In his brief in opposition to the within motion the receiver’s counsel states:
“There is no controversy over the facts between the parties to this motion.
“The petitioner, Armstrong, a customer of the broker-dealer firm of Barrett Herrick & Co., Inc., purchased on August 30, 1956, from Barrett Herrick, as principal, 300 shares of American Mutual Fund for a total price of $3,096.00.
“Payment for such stock was due four business days later, to wit, September 6, 1956. On that date the petitioner sent by mail her check for $3,096.00 to Barrett Herrick, payable to that corporation.
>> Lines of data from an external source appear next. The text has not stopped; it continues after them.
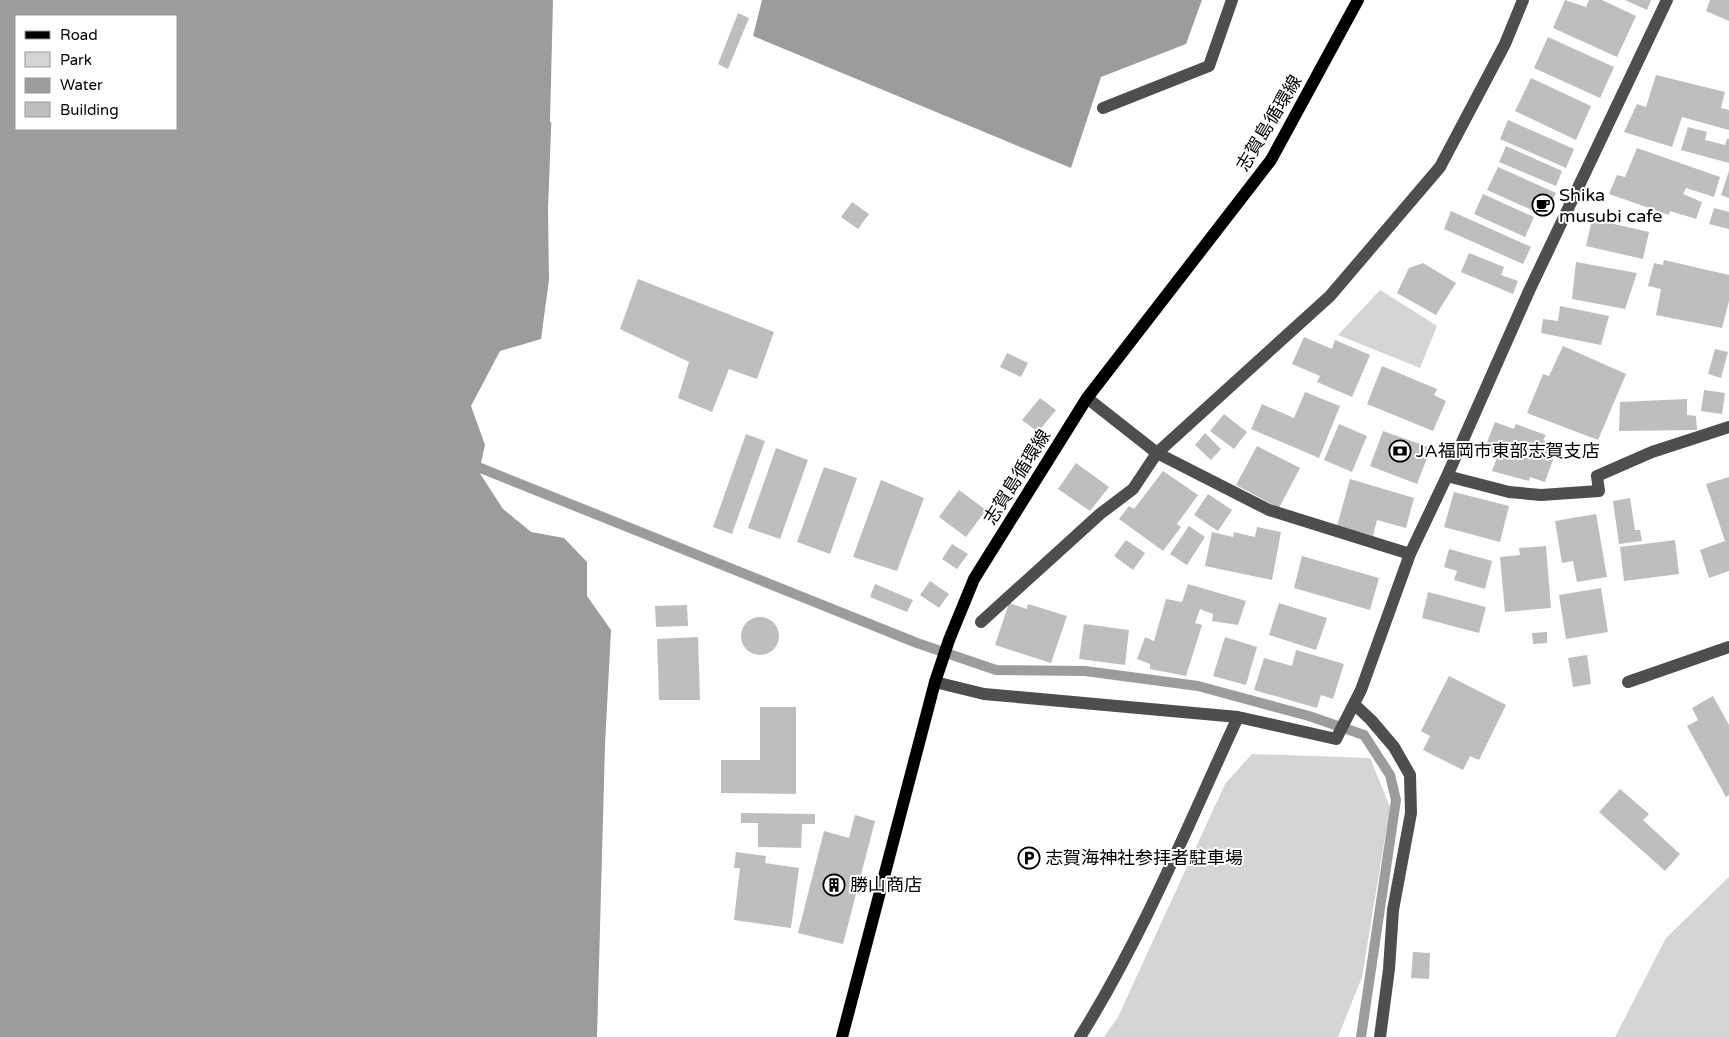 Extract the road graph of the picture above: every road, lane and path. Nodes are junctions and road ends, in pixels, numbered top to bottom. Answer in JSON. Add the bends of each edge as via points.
{"nodes":[{"id":1,"x":1232,"y":0,"type":"edge"},
{"id":2,"x":1358,"y":0,"type":"edge"},
{"id":3,"x":1523,"y":0,"type":"edge"},
{"id":4,"x":1667,"y":0,"type":"edge"},
{"id":5,"x":1103,"y":108,"type":"dead end"},
{"id":6,"x":1087,"y":398,"type":"junction"},
{"id":7,"x":1729,"y":427,"type":"edge"},
{"id":8,"x":1157,"y":453,"type":"junction"},
{"id":9,"x":1447,"y":476,"type":"junction"},
{"id":10,"x":1410,"y":554,"type":"junction"},
{"id":11,"x":981,"y":622,"type":"dead end"},
{"id":12,"x":1729,"y":646,"type":"edge"},
{"id":13,"x":935,"y":682,"type":"junction"},
{"id":14,"x":1628,"y":682,"type":"dead end"},
{"id":15,"x":1354,"y":704,"type":"junction"},
{"id":16,"x":1238,"y":717,"type":"junction"},
{"id":17,"x":842,"y":1037,"type":"edge"},
{"id":18,"x":1080,"y":1037,"type":"edge"},
{"id":19,"x":1380,"y":1037,"type":"edge"}],
"edges":[{"from":1,"to":5,"type":"street","via":[[1209,66]]},
{"from":2,"to":6,"type":"main road","name":"志賀島循環線","via":[[1271,160]]},
{"from":3,"to":8,"type":"street","via":[[1505,44],[1440,167],[1330,296]]},
{"from":4,"to":9,"type":"street","via":[[1529,291]]},
{"from":6,"to":8,"type":"street"},
{"from":6,"to":13,"type":"main road","name":"志賀島循環線","via":[[974,579]]},
{"from":7,"to":9,"type":"street","via":[[1652,452],[1597,476],[1599,491],[1510,492]]},
{"from":8,"to":10,"type":"street","via":[[1269,510]]},
{"from":8,"to":11,"type":"street","via":[[1133,489],[1100,514]]},
{"from":9,"to":10,"type":"street"},
{"from":10,"to":15,"type":"street"},
{"from":12,"to":14,"type":"street"},
{"from":13,"to":16,"type":"street","via":[[984,694]]},
{"from":13,"to":17,"type":"main road","name":"志賀島循環線"},
{"from":15,"to":16,"type":"street","via":[[1336,738]]},
{"from":15,"to":19,"type":"street","via":[[1394,747],[1410,775],[1411,813],[1393,910]]},
{"from":16,"to":18,"type":"street","via":[[1127,955]]}]}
The check was dated September 6, 1956.
“On September 11, 1956, an order was obtained by the Securities and Exchange Commission temporarily restraining the defendant Barrett Herrick from further activity as a broker-dealer.
“After the Receiver had qualified and entered upon his duties on September 19, 1956, he deposited such check, on or about September *50824, 1956, among others in an account as Receiver in the Chemical Corn Exchange Bank, Broad Street Branch.
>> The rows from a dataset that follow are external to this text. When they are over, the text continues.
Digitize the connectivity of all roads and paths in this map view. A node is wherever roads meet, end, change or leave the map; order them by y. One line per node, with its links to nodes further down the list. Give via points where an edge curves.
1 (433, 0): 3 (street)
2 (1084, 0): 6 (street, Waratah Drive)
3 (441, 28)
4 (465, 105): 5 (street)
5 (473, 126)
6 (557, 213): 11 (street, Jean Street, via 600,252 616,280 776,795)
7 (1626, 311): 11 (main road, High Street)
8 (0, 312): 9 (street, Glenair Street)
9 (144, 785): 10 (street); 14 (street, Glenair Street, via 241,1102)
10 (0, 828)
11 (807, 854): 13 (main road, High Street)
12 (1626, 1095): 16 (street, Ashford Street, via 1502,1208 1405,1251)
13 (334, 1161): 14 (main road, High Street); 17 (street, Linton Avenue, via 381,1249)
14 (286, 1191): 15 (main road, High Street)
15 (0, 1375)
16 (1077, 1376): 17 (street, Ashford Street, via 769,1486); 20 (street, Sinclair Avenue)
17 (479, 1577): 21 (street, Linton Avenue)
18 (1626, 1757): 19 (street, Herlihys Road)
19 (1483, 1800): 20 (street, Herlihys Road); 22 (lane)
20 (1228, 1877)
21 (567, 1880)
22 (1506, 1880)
“A search of the records of Barrett Herrick reveals that it did not purchase from the issuer the 300 shares of American Mutual Fund, Inc. for the account of the petitioner herein, nor did it ever tender such stock to her.
“Due demand was made by the petitioner, through her attorneys, for the return first of such stock and then of the monies paid by the petitioner. Upon the advice of counsel, the receiver did not repay the monies demanded.”
On those facts petitioner now moves “for an order authorizing, permitting and directing David I. Shivitz, Receiver, to pay the sum of Three Thousand Ninety-Six ($3,096.00) Dollars, together with interest thereon from the 24th day of September, 1956 to Evelyn R. Armstrong.”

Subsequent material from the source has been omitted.